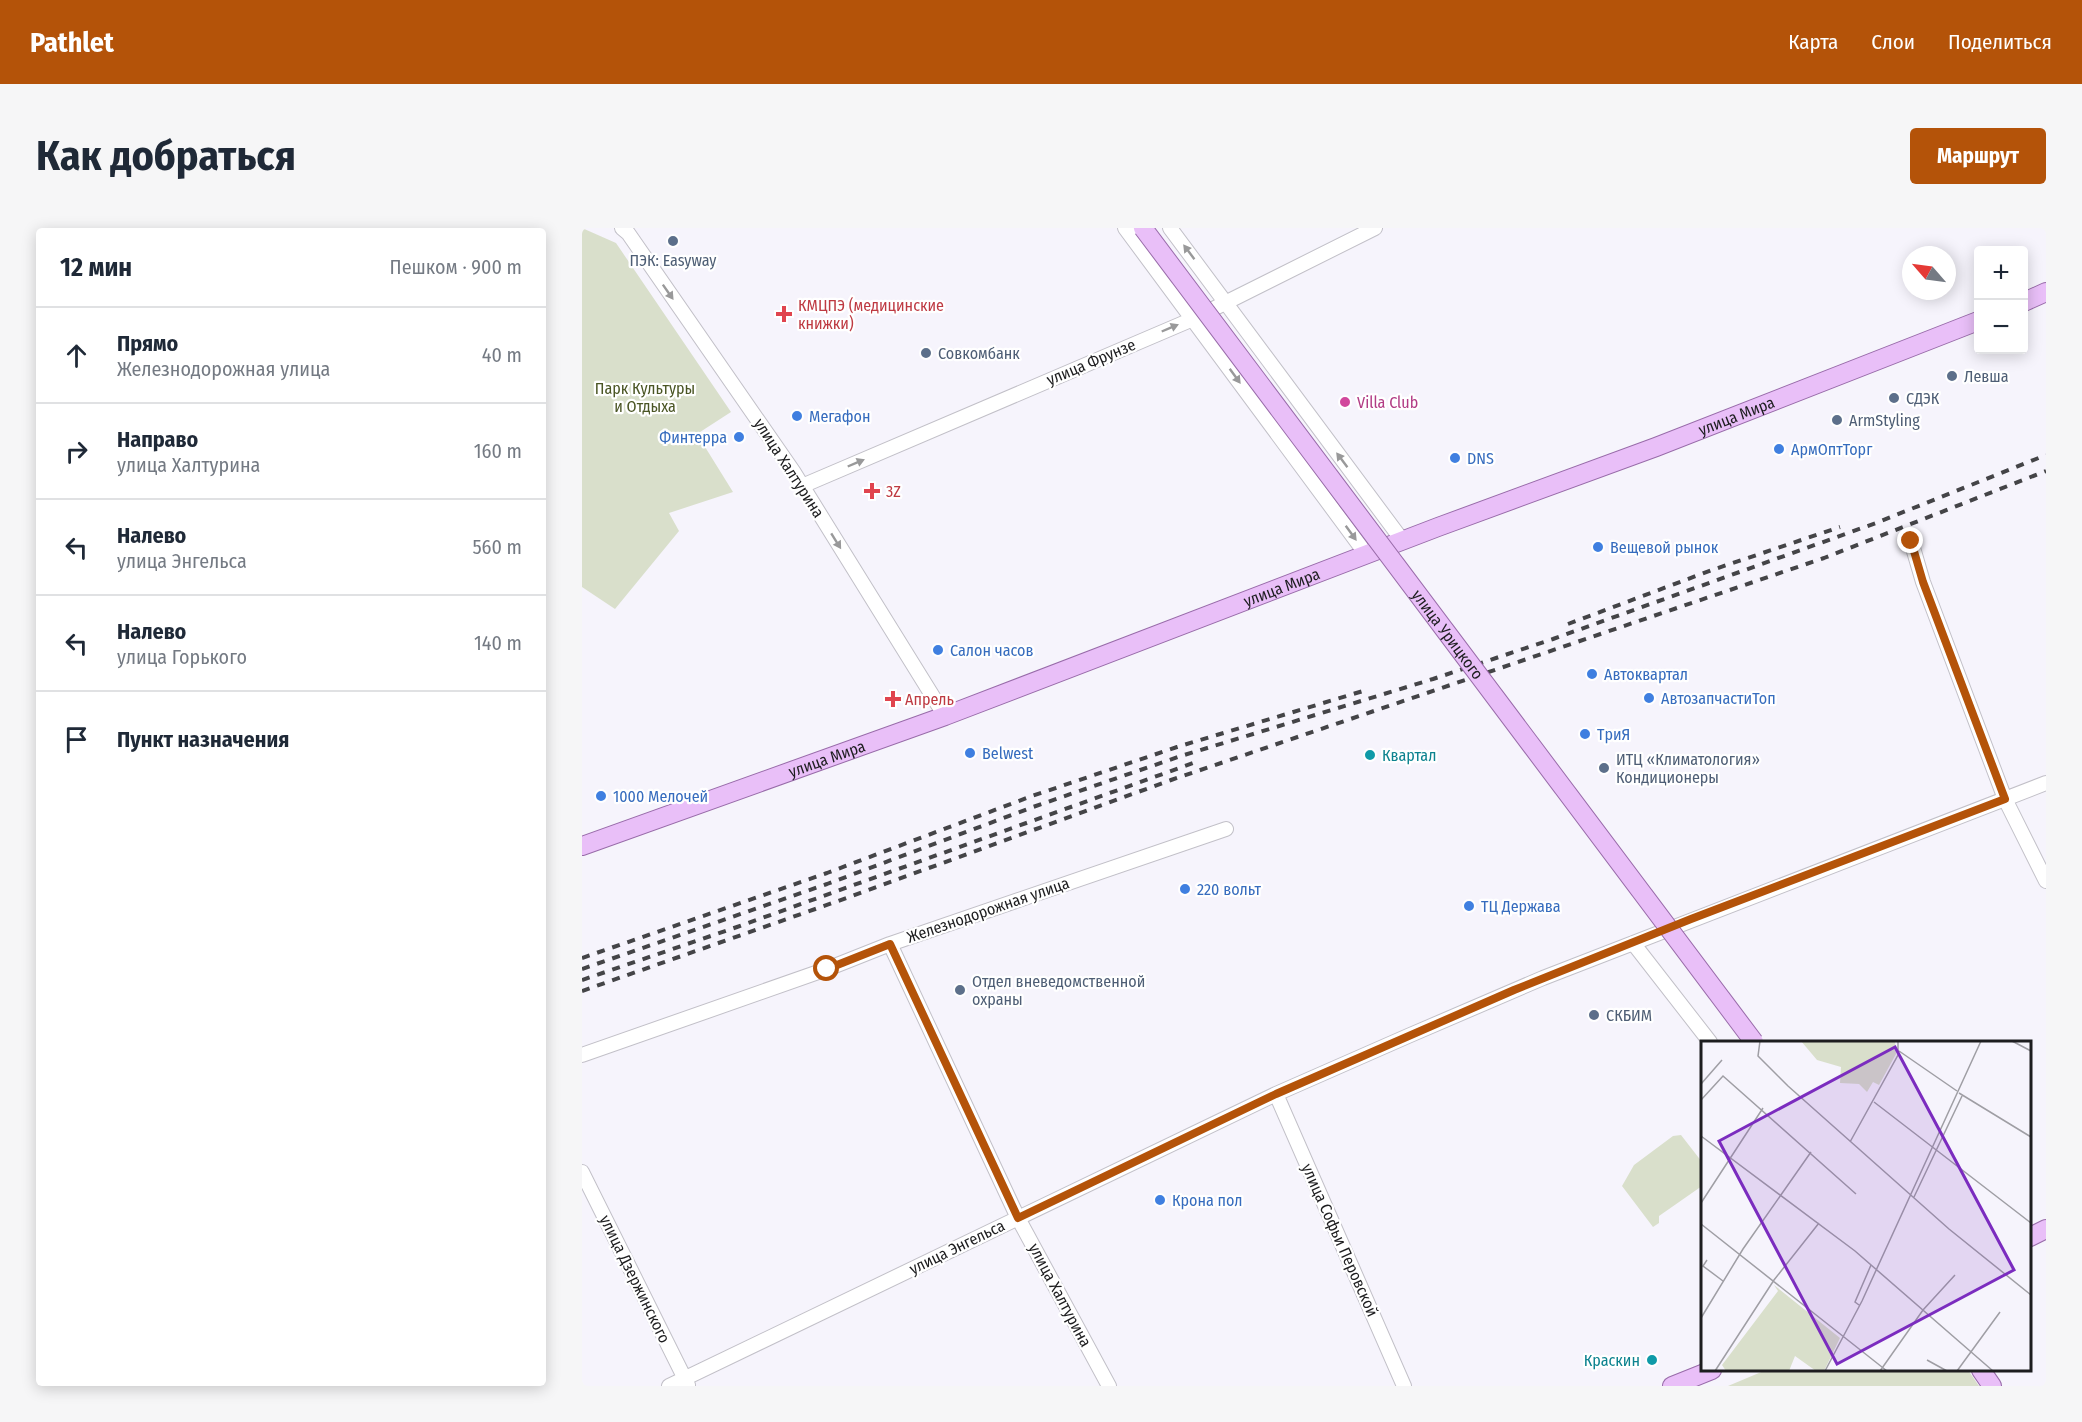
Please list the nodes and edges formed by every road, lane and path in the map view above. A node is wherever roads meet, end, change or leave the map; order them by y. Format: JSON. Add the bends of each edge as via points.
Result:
{"nodes":[{"id":1,"x":622,"y":228,"type":"edge"},
{"id":2,"x":1125,"y":228,"type":"edge"},
{"id":3,"x":1143,"y":228,"type":"edge"},
{"id":4,"x":1170,"y":228,"type":"edge"},
{"id":5,"x":1375,"y":228,"type":"edge"},
{"id":6,"x":2046,"y":291,"type":"edge"},
{"id":7,"x":2028,"y":300,"type":"edge"},
{"id":8,"x":1226,"y":302,"type":"junction"},
{"id":9,"x":1192,"y":319,"type":"junction"},
{"id":10,"x":1974,"y":323,"type":"edge"},
{"id":11,"x":802,"y":486,"type":"junction"},
{"id":12,"x":1402,"y":540,"type":"junction"},
{"id":13,"x":1911,"y":541,"type":"dead end"},
{"id":14,"x":1366,"y":554,"type":"junction"},
{"id":15,"x":945,"y":716,"type":"junction"},
{"id":16,"x":2046,"y":783,"type":"edge"},
{"id":17,"x":2005,"y":799,"type":"junction"},
{"id":18,"x":1226,"y":829,"type":"dead end"},
{"id":19,"x":582,"y":846,"type":"edge"},
{"id":20,"x":2046,"y":881,"type":"edge"},
{"id":21,"x":1633,"y":943,"type":"junction"},
{"id":22,"x":890,"y":944,"type":"junction"},
{"id":23,"x":1709,"y":1041,"type":"edge"},
{"id":24,"x":1753,"y":1041,"type":"edge"},
{"id":25,"x":582,"y":1054,"type":"edge"},
{"id":26,"x":1276,"y":1094,"type":"junction"},
{"id":27,"x":582,"y":1172,"type":"edge"},
{"id":28,"x":1018,"y":1218,"type":"junction"},
{"id":29,"x":2046,"y":1229,"type":"edge"},
{"id":30,"x":2031,"y":1236,"type":"edge"},
{"id":31,"x":1710,"y":1371,"type":"edge"},
{"id":32,"x":1982,"y":1371,"type":"edge"},
{"id":33,"x":687,"y":1382,"type":"edge"},
{"id":34,"x":669,"y":1386,"type":"edge"},
{"id":35,"x":1109,"y":1386,"type":"edge"},
{"id":36,"x":1404,"y":1386,"type":"edge"},
{"id":37,"x":1672,"y":1386,"type":"edge"},
{"id":38,"x":1992,"y":1386,"type":"edge"}],
"edges":[{"from":1,"to":11,"type":"street","name":"улица Халтурина","one_way":true},
{"from":2,"to":9,"type":"street"},
{"from":3,"to":24,"type":"main road","name":"улица Урицкого","bridge":true},
{"from":8,"to":4,"type":"street","one_way":true},
{"from":5,"to":8,"type":"street","name":"улица Фрунзе"},
{"from":6,"to":7,"type":"main road"},
{"from":8,"to":9,"type":"street","name":"улица Фрунзе"},
{"from":12,"to":8,"type":"street","one_way":true},
{"from":11,"to":9,"type":"street","name":"улица Фрунзе","one_way":true},
{"from":9,"to":14,"type":"street","one_way":true},
{"from":10,"to":12,"type":"main road","name":"улица Мира","via":[[1656,447]]},
{"from":11,"to":15,"type":"street","name":"улица Халтурина","one_way":true},
{"from":12,"to":14,"type":"main road","name":"улица Мира"},
{"from":13,"to":17,"type":"street"},
{"from":14,"to":15,"type":"main road","name":"улица Мира"},
{"from":15,"to":19,"type":"main road","name":"улица Мира"},
{"from":16,"to":17,"type":"street","name":"улица Энгельса"},
{"from":17,"to":20,"type":"street"},
{"from":17,"to":21,"type":"street","name":"улица Энгельса"},
{"from":18,"to":22,"type":"street","name":"Железнодорожная улица"},
{"from":21,"to":23,"type":"street"},
{"from":21,"to":26,"type":"street","name":"улица Энгельса","via":[[1514,990]]},
{"from":22,"to":25,"type":"street","name":"Железнодорожная улица"},
{"from":22,"to":28,"type":"street","name":"улица Халтурина"},
{"from":26,"to":28,"type":"street","name":"улица Энгельса"},
{"from":26,"to":36,"type":"street","name":"улица Софьи Перовской"},
{"from":27,"to":33,"type":"street","name":"улица Дзержинского"},
{"from":28,"to":33,"type":"street","name":"улица Энгельса"},
{"from":28,"to":35,"type":"street","name":"улица Халтурина"},
{"from":29,"to":30,"type":"main road"},
{"from":31,"to":37,"type":"main road"},
{"from":32,"to":38,"type":"main road"},
{"from":33,"to":34,"type":"street","name":"улица Энгельса"}]}
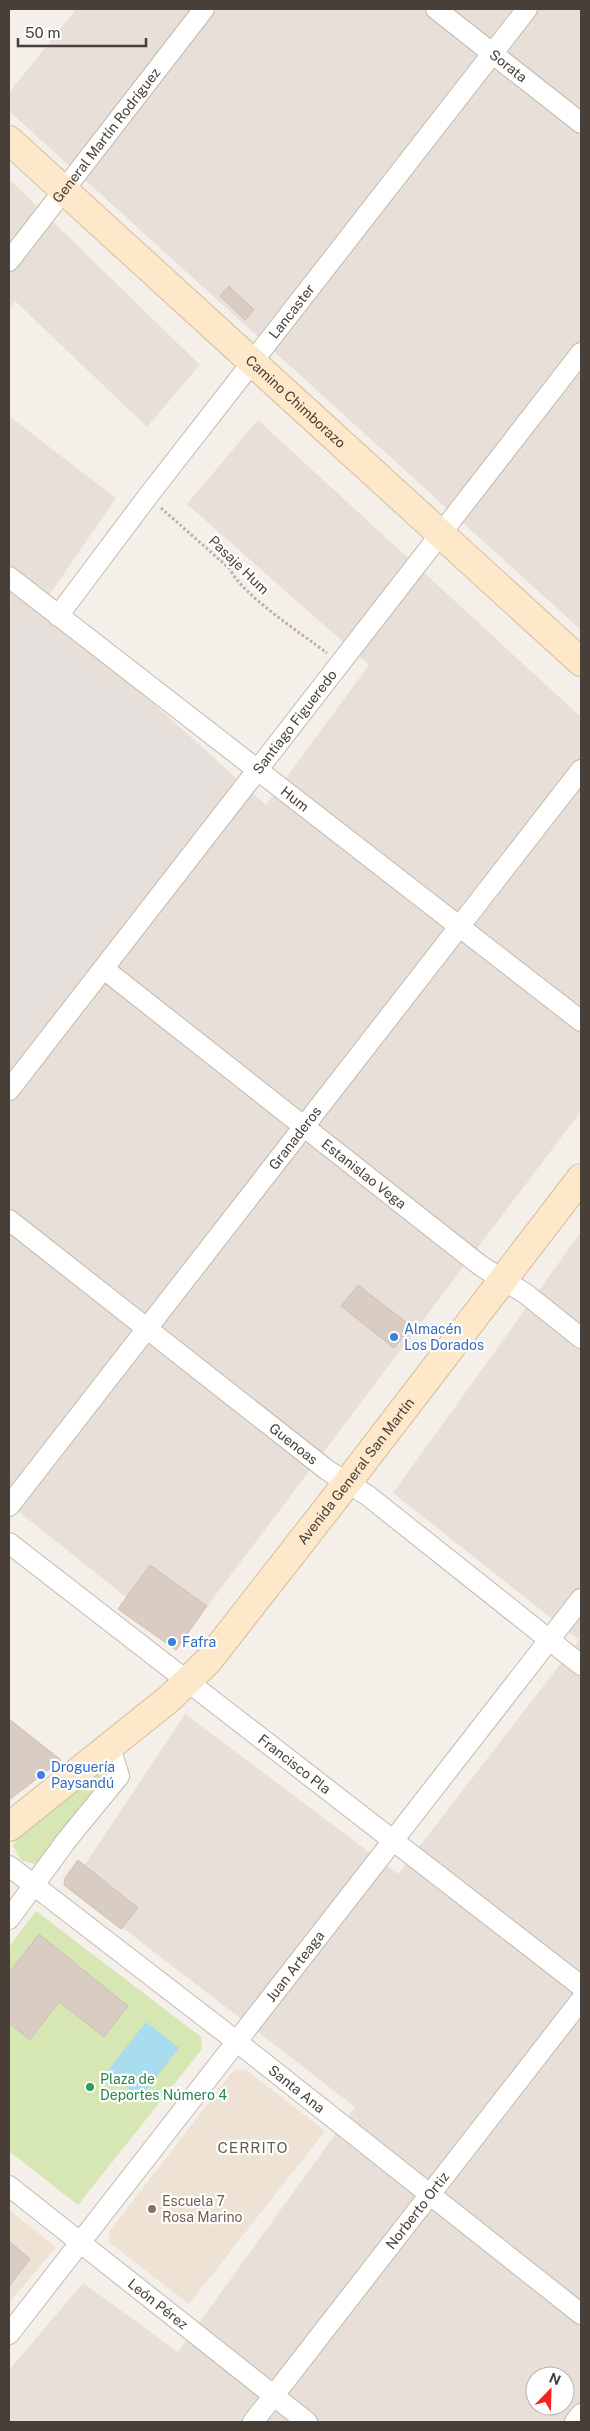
▬▬▬
WORK ITEM: Set down the lines of the records above exactly, apart from the pictures.

FINISHED EXERCISE:
Please list the nodes and edges formed by every road, lane and path in the map view above. A node is wherever roads meet, end, change or leave the map; order them by y. Format: JSON. Add the bends of each edge as via points.
Result:
{"nodes":[{"id":1,"x":622,"y":228,"type":"edge"},
{"id":2,"x":1125,"y":228,"type":"edge"},
{"id":3,"x":1143,"y":228,"type":"edge"},
{"id":4,"x":1170,"y":228,"type":"edge"},
{"id":5,"x":1375,"y":228,"type":"edge"},
{"id":6,"x":2046,"y":291,"type":"edge"},
{"id":7,"x":2028,"y":300,"type":"edge"},
{"id":8,"x":1226,"y":302,"type":"junction"},
{"id":9,"x":1192,"y":319,"type":"junction"},
{"id":10,"x":1974,"y":323,"type":"edge"},
{"id":11,"x":802,"y":486,"type":"junction"},
{"id":12,"x":1402,"y":540,"type":"junction"},
{"id":13,"x":1911,"y":541,"type":"dead end"},
{"id":14,"x":1366,"y":554,"type":"junction"},
{"id":15,"x":945,"y":716,"type":"junction"},
{"id":16,"x":2046,"y":783,"type":"edge"},
{"id":17,"x":2005,"y":799,"type":"junction"},
{"id":18,"x":1226,"y":829,"type":"dead end"},
{"id":19,"x":582,"y":846,"type":"edge"},
{"id":20,"x":2046,"y":881,"type":"edge"},
{"id":21,"x":1633,"y":943,"type":"junction"},
{"id":22,"x":890,"y":944,"type":"junction"},
{"id":23,"x":1709,"y":1041,"type":"edge"},
{"id":24,"x":1753,"y":1041,"type":"edge"},
{"id":25,"x":582,"y":1054,"type":"edge"},
{"id":26,"x":1276,"y":1094,"type":"junction"},
{"id":27,"x":582,"y":1172,"type":"edge"},
{"id":28,"x":1018,"y":1218,"type":"junction"},
{"id":29,"x":2046,"y":1229,"type":"edge"},
{"id":30,"x":2031,"y":1236,"type":"edge"},
{"id":31,"x":1710,"y":1371,"type":"edge"},
{"id":32,"x":1982,"y":1371,"type":"edge"},
{"id":33,"x":687,"y":1382,"type":"edge"},
{"id":34,"x":669,"y":1386,"type":"edge"},
{"id":35,"x":1109,"y":1386,"type":"edge"},
{"id":36,"x":1404,"y":1386,"type":"edge"},
{"id":37,"x":1672,"y":1386,"type":"edge"},
{"id":38,"x":1992,"y":1386,"type":"edge"}],
"edges":[{"from":1,"to":11,"type":"street","name":"улица Халтурина","one_way":true},
{"from":2,"to":9,"type":"street"},
{"from":3,"to":24,"type":"main road","name":"улица Урицкого","bridge":true},
{"from":8,"to":4,"type":"street","one_way":true},
{"from":5,"to":8,"type":"street","name":"улица Фрунзе"},
{"from":6,"to":7,"type":"main road"},
{"from":8,"to":9,"type":"street","name":"улица Фрунзе"},
{"from":12,"to":8,"type":"street","one_way":true},
{"from":11,"to":9,"type":"street","name":"улица Фрунзе","one_way":true},
{"from":9,"to":14,"type":"street","one_way":true},
{"from":10,"to":12,"type":"main road","name":"улица Мира","via":[[1656,447]]},
{"from":11,"to":15,"type":"street","name":"улица Халтурина","one_way":true},
{"from":12,"to":14,"type":"main road","name":"улица Мира"},
{"from":13,"to":17,"type":"street"},
{"from":14,"to":15,"type":"main road","name":"улица Мира"},
{"from":15,"to":19,"type":"main road","name":"улица Мира"},
{"from":16,"to":17,"type":"street","name":"улица Энгельса"},
{"from":17,"to":20,"type":"street"},
{"from":17,"to":21,"type":"street","name":"улица Энгельса"},
{"from":18,"to":22,"type":"street","name":"Железнодорожная улица"},
{"from":21,"to":23,"type":"street"},
{"from":21,"to":26,"type":"street","name":"улица Энгельса","via":[[1514,990]]},
{"from":22,"to":25,"type":"street","name":"Железнодорожная улица"},
{"from":22,"to":28,"type":"street","name":"улица Халтурина"},
{"from":26,"to":28,"type":"street","name":"улица Энгельса"},
{"from":26,"to":36,"type":"street","name":"улица Софьи Перовской"},
{"from":27,"to":33,"type":"street","name":"улица Дзержинского"},
{"from":28,"to":33,"type":"street","name":"улица Энгельса"},
{"from":28,"to":35,"type":"street","name":"улица Халтурина"},
{"from":29,"to":30,"type":"main road"},
{"from":31,"to":37,"type":"main road"},
{"from":32,"to":38,"type":"main road"},
{"from":33,"to":34,"type":"street","name":"улица Энгельса"}]}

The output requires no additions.